Hujung Tanah

Nikodemus Yudho Sulistyo
Chapter #73

Meniti Takdir dan Nasib

Tatapan sepasang mata tak berdosa Arya Jamban penuh selidik. Perkampungan itu terlihat suram, tidak ubahnya dengan tempat dimana ia selama ini tinggal. Jiwa sucinya dapat mengendus penderitaan menahun yang telah hinggap di setiap atap bangunan rumah dan tempat tinggal para penduduk.

Namun begitu, ada sisi di dalam hatinya yang mampu menemukan keceriaan dan keharuan tiada tara jatuh tumpah ruah bersama kedatangan dan kehadirannya serta rombongan ini.

Tiga orang anak kecil, dua diantaranya perempuan sebaya dengan Arya Jamban, membalas tatapan penuh minat anak laki-laki itu.

“Mereka adalah anak-anak hamba, Tuan Putri Nilam Cahya,” ujar Manok Sabong kepada Nilam Cahya yang berjalan tepat di belakang Arya Jamban.

Mendengar ini Nilam Cahya terkejut, menatap takjub pada ketika anak itu.

“Mereka adalah Bejid Mannai, Dara Genuk, dan Dara Kanta’.” Manok Sabong menghela nafas panjang. “Mereka bertiga bukan satu-satunya anakku, Tuan Putri Nilam Cahya.”

Berceritalah Manok Sabong sepadat nan selengkap mungkin mengenai kisah hidupnya sehingga bisa berada di wilayah ini. Dalam perjalanan lengkung takdirnya, Pukat Mengawang dan beberapa warga perempuan berhasil ditemukan bersembunyi di tengah hutan dari kejaran pasukan musuh. Perasaan haru pecah membahana. Macan Uwi’ menemukan kembali adik perempuannya, Manok Sabong pun menemukan kembali istrinya. Namun, di saat yang sama, kesedihan tak terperi ikut membahana mengetahui bahwa putra sulung mereka, Puyang Gana sang pemberani dan gagah perkasa, telah tewas, sedangkan anak-anak mereka yang lain tak diketahui dimana rimbanya.

Setelah lama melewati hutan dalam perasaan sedih sekaligus tetap awas dan berjaga-jaga, berpindah-pindah dari satu wilayah ke wilayah lainnya yang dianggap aman serta layak untuk ditinggali, sampailah mereka di tempat ini.

“Takdir pula yang akhirnya membawa hamba kembali bertemu dengan Tuan Putri, putri agung kerajaan Songkhra yang hamba abdi selama ini. Dapatkah kelak hamba bertemu dengan rakyat Songkhra yang lain, yang telah hamba rindu entah berapa tahun lamanya?”

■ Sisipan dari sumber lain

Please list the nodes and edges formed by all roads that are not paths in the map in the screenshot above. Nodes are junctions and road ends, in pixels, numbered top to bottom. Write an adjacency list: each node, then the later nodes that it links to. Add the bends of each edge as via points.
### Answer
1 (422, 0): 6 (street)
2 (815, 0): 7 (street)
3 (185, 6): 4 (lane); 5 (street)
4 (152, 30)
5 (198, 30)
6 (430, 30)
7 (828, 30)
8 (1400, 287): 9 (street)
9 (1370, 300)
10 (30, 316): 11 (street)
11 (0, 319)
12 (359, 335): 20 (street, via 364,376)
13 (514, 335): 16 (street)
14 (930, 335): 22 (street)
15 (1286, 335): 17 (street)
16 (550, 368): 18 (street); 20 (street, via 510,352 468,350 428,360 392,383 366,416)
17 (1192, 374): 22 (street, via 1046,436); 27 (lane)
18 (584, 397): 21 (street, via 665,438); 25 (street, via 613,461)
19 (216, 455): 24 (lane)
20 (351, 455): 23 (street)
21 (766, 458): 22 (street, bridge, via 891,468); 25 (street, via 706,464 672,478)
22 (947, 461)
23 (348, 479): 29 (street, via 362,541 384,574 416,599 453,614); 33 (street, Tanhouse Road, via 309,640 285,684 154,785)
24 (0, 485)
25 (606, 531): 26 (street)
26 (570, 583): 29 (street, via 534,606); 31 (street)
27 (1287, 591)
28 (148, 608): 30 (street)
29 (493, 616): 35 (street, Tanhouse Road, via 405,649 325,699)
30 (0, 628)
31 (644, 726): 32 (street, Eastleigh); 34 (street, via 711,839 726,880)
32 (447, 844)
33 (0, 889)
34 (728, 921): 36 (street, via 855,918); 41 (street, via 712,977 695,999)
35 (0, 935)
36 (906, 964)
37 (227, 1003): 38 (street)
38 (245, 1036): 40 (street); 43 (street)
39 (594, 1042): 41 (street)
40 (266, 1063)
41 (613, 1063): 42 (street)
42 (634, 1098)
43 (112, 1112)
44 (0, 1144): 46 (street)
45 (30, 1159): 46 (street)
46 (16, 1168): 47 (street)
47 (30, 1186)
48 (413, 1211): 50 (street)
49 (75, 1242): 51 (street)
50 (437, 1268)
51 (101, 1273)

Manong Sabong memang sudah menua, tetapi suaranya masih tetap penuh harapan. Bahkan mendengar cerita hidupnya saja setelah meninggalkan Labai Lawai, Nilam Cahya tidak mampu membayangkan seberapa berat kehidupan seorang Manok Sabong. Bukan berarti ia menyepelekan masalah yang ia hadapi pula selama ini, tetapi seorang Manok Sabong menjadi contoh nyata bahwa sikap berani hadir di dalam diri mampu membawa takdir kembali ke arah sejatinya.